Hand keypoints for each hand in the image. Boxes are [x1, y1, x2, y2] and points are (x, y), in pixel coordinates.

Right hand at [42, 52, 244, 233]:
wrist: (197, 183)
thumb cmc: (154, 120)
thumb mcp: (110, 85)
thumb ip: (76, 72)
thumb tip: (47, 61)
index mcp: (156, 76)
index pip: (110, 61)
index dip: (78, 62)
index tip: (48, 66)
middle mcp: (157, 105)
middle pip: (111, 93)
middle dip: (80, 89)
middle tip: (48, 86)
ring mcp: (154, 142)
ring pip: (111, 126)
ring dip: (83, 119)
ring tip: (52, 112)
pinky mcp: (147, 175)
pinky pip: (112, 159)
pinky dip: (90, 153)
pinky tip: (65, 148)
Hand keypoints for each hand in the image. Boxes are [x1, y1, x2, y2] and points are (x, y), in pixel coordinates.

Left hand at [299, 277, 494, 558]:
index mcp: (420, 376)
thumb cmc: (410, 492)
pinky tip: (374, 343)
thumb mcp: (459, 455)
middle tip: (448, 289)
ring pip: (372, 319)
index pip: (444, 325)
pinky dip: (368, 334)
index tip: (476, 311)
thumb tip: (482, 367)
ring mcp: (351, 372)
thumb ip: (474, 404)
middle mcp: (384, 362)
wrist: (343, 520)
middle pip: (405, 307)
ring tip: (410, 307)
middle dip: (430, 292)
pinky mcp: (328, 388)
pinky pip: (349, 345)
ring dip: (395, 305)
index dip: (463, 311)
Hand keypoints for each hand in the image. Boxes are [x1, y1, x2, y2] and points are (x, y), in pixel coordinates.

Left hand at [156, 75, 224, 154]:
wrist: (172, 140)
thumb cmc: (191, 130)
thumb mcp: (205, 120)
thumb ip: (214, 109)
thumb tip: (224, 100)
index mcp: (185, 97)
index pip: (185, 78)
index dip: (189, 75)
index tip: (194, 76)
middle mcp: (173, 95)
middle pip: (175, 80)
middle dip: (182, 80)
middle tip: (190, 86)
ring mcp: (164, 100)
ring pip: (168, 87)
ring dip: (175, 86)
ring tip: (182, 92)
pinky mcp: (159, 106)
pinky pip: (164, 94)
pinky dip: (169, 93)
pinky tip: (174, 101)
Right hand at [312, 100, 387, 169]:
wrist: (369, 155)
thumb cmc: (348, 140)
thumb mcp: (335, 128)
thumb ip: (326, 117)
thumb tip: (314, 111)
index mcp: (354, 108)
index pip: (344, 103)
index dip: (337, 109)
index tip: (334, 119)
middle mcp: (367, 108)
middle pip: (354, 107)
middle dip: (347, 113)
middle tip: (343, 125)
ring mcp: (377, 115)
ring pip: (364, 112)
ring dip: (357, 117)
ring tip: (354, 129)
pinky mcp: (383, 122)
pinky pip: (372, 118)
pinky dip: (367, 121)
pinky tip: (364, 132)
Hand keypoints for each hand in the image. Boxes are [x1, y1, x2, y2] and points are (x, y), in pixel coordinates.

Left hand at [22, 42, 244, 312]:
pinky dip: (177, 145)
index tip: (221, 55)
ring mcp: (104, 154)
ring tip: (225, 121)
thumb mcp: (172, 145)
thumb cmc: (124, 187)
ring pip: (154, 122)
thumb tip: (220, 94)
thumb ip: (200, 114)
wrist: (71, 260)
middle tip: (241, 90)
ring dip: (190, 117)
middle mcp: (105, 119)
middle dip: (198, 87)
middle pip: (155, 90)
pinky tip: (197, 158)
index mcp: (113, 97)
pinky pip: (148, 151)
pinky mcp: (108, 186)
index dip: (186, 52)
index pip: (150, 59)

——

— Directions —
Set down precisely the lines above between the line holding "middle mcp: (367, 108)" and the line holding "pinky tip: (364, 132)", inclusive, and nothing beyond them.

— Output for this task —
middle mcp: (367, 108)
middle pip: (354, 107)
middle dip: (347, 113)
middle tip: (343, 125)
ring mcp: (377, 115)
ring pip: (364, 112)
ring dip: (357, 117)
ring tip: (354, 129)
pinky mcp: (383, 122)
pinky pip: (372, 118)
pinky dip: (367, 121)
pinky tip: (364, 132)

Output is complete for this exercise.